Mika argues that politicians make decisions basing on information that is incomplete, because the insituttional experts such as Geological Survey of Finland hold back information due to their double role.
As far as Law is concerned, the Mining and Nuclear Law resembles those by developing countries. They are very strong in supporting the case of the company. While people can have access granted to the procedures of decision making, they are not involved in deciding. So in the end it is the expert bodies and the companies that dictate the rules of the game. Does that sound like a developing country problem? Well, it’s in one of the World’s most advanced democracies with the smallest official corruption index…
Talvivaara gained access to Uranium production through the backdoor, because the permit was granted for Europe’s biggest Nickel mine, while later it turned out that this is also an Uranium production site with huge reserves. The problem was that there was no additional environmental impact assessment carried out for this, and Uranium is going to be ‘just a by-product’.
The local environmental agency ELY Keskus argued that Uranium was not included in the EIA procedure, because the company was not intending to produce Uranium from there. However, Flöjt argues that the EIA is supposed to consider ANY possible impacts on the environment, regardless of the production plans of the company.
Are the guidelines of the Århus convention implemented here, calling for access to valuable information and transparency? Interaction between authorities and the public in this case was not transparent, as Flöjt’s book proves.

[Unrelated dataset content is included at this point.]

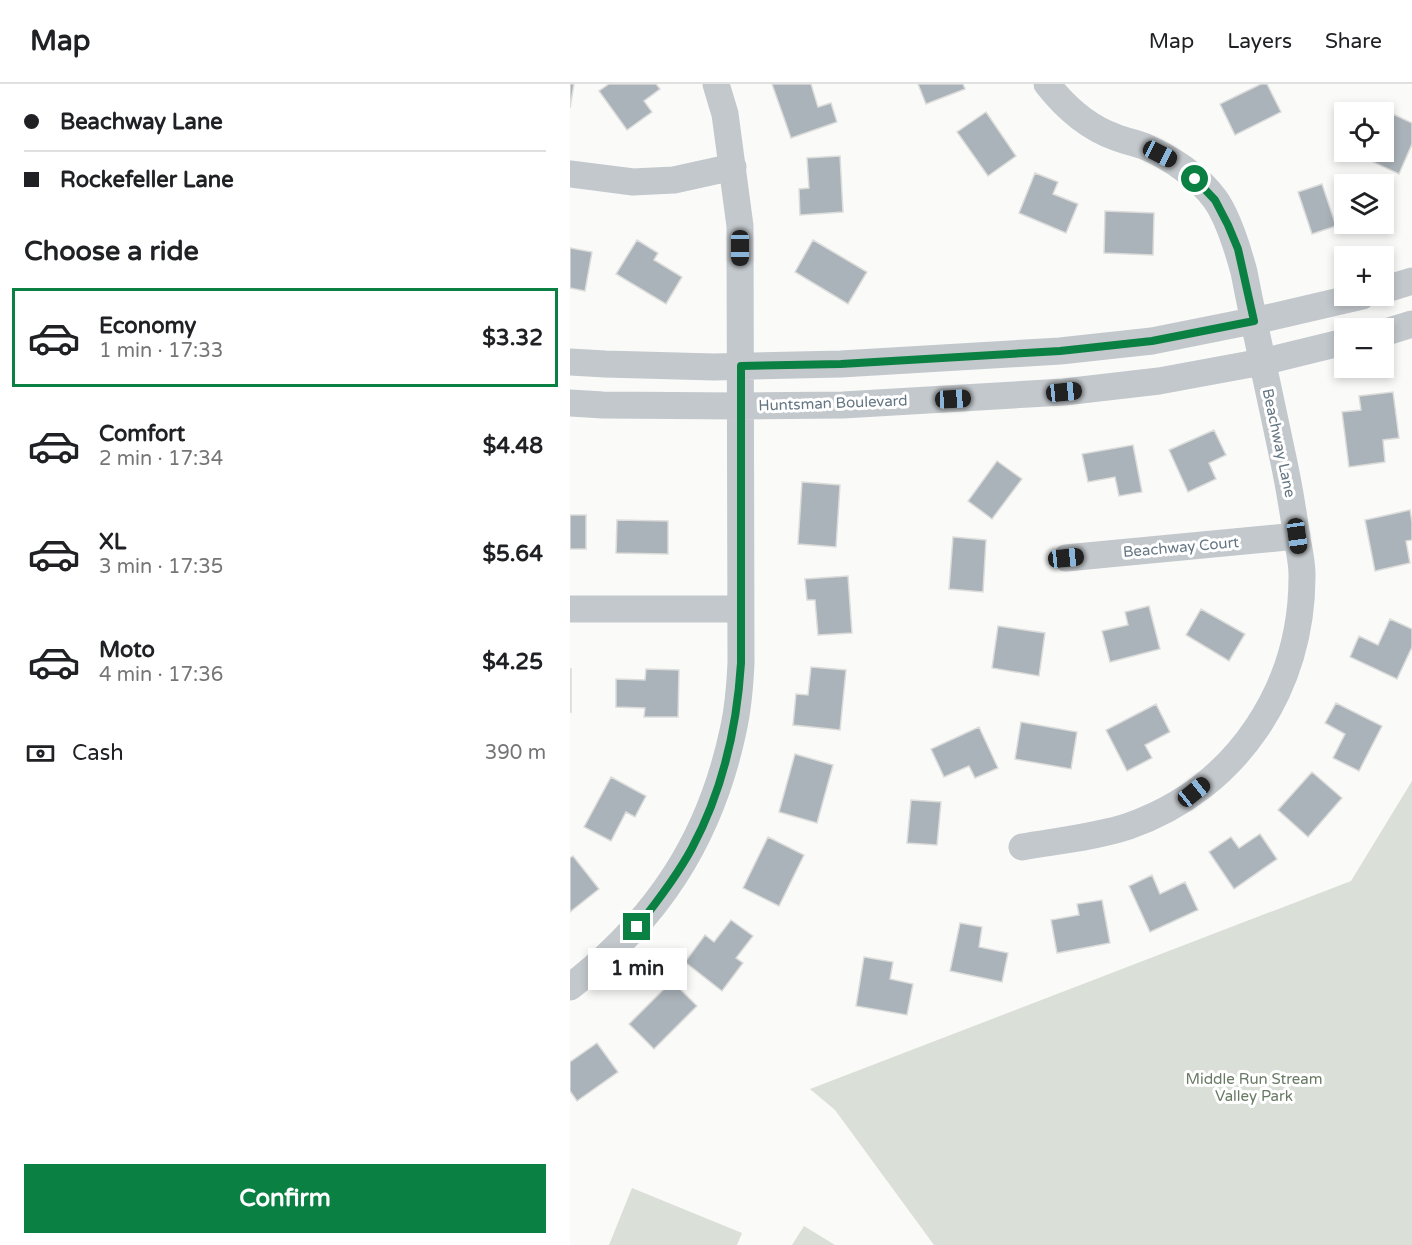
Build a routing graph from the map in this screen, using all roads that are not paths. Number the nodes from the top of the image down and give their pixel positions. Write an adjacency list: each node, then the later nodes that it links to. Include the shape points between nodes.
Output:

He argues that the authorities knew about the huge uranium reserves in Talvivaara long ago, but they withheld that information even to local politicians and the people, who then formed their opinion basing on incomplete information. This is the opposite of the transparency requirements of the Århus convention.
According to reports by the Geological Survey from as early as 1980 and 1981 reports, Talvivaara uranium was already classified as producable “if the enrichment and processing problems will be solved”.
When we talk about nuclear energy, so far the full nuclear lifecycle is not considered. This would include not only the nuclear waste problem, but also uranium mining.
The discussants to Mika’s paper highlight that there is a huge wealth of data in this research, but so far this has not been analysed academically consistent enough. As it stands now, this work is a very political contribution to a topic of hot debate. As such this is probably highly needed in Finland that I have felt to be a society of extreme consensus-making. The question of mining induces us to think about how high is the price that we want to pay for this consensus?